局面もただ示されるのではなく、上に書いたようにキチンと答えにたどり着けるようにアドバイスがついているので、
「この局面では何を考えればいいか」
が分かるからとても優しいです。
ここまで丁寧な将棋の定跡書はないんじゃないかってくらいにね。
序盤、中盤、終盤とポイントの局面を1つ1つ解いていく事で、四間飛車のポイントが掴めていくので漠然と定跡書を読むより覚えやすいかと思います。
何から何まで初心者に優しい設計ですね。
振り飛車のさばき感覚が養える
振り飛車を指す上で大切なのは「さばき」という感覚です。
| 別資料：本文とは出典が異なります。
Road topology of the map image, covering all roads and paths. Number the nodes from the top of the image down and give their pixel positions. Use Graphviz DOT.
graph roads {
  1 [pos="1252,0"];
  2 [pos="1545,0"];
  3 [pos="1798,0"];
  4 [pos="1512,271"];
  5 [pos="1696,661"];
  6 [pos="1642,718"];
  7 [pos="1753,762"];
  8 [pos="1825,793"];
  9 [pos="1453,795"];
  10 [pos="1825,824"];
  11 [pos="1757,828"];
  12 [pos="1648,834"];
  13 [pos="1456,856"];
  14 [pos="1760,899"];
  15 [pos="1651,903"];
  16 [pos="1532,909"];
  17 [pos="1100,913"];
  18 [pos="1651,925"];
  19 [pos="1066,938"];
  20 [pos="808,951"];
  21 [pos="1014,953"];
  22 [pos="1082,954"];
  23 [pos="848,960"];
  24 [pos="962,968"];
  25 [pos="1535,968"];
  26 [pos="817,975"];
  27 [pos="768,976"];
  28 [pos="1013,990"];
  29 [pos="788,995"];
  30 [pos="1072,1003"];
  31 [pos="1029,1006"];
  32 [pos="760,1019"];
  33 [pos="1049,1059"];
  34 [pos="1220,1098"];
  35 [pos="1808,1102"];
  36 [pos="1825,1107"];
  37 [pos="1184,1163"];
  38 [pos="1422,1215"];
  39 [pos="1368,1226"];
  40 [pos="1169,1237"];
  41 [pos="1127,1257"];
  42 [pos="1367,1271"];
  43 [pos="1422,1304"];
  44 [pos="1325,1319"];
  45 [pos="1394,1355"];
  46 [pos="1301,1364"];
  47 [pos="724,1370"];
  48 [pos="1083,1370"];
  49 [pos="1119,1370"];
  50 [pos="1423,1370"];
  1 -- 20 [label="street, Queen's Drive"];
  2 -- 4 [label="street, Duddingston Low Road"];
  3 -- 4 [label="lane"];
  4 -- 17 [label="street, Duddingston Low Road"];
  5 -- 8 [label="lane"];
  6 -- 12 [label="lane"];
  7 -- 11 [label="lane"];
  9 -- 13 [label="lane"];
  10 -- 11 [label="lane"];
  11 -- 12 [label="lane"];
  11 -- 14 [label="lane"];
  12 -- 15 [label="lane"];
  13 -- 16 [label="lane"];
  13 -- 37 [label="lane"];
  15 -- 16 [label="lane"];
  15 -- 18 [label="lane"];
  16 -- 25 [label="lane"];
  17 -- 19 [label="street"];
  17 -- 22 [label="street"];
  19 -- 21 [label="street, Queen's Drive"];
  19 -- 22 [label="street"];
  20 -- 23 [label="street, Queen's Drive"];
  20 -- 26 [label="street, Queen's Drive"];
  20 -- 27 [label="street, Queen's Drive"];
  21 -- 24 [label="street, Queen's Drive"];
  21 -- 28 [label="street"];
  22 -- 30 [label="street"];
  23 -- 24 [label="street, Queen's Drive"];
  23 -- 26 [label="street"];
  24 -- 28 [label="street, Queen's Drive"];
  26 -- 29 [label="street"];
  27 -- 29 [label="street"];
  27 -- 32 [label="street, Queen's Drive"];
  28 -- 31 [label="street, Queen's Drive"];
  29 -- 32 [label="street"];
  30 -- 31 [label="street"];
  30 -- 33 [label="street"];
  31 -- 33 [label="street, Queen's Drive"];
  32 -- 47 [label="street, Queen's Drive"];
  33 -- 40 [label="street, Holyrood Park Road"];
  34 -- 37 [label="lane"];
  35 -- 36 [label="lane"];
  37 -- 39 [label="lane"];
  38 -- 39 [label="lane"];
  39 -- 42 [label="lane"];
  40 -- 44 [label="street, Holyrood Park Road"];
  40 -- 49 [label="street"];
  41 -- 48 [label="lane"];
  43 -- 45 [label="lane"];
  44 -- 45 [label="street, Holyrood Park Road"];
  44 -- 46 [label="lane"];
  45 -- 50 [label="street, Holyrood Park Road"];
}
「さばき」というのは言葉で説明するのは難しい言葉なんですが、大雑把に言うと
「いかに駒を効率よく最大限に働かせるか」
という事になると思います。
これが将棋の基本でもあり極意でもあるすごく難しい感覚なんですが、この本ではそのさばきの感覚を養うことができます。
今、まさにその駒がさばける(最大限に働かせる)局面を提示してくれて
「ここで駒をさばいて下さい」
という問題があるからです。
貴重なチャンスを逃さず、勝機へ変えるためのね。
そういった問題を何問か解く内に
・さばける局面
・さばきとは何か
に気付けるようになってくると思います。
そして、将棋というゲームはそれに気付けるかが大切になってきます。
というのも、実は将棋ではさばける局面というのは中々出てくる事はないからです。
なぜなら、お互いに相手の駒をいかにさばかせないかを考えながら指すからです。
でも、相手にミスがあると駒をさばけるチャンスが訪れる事があります。
となると、まずそのさばける局面か気付く嗅覚みたいなのが必要になるんですね。
その「ここは駒をさばけそう」という感覚を養うためには、さばける局面で的確に駒をさばく経験が必要になってきます。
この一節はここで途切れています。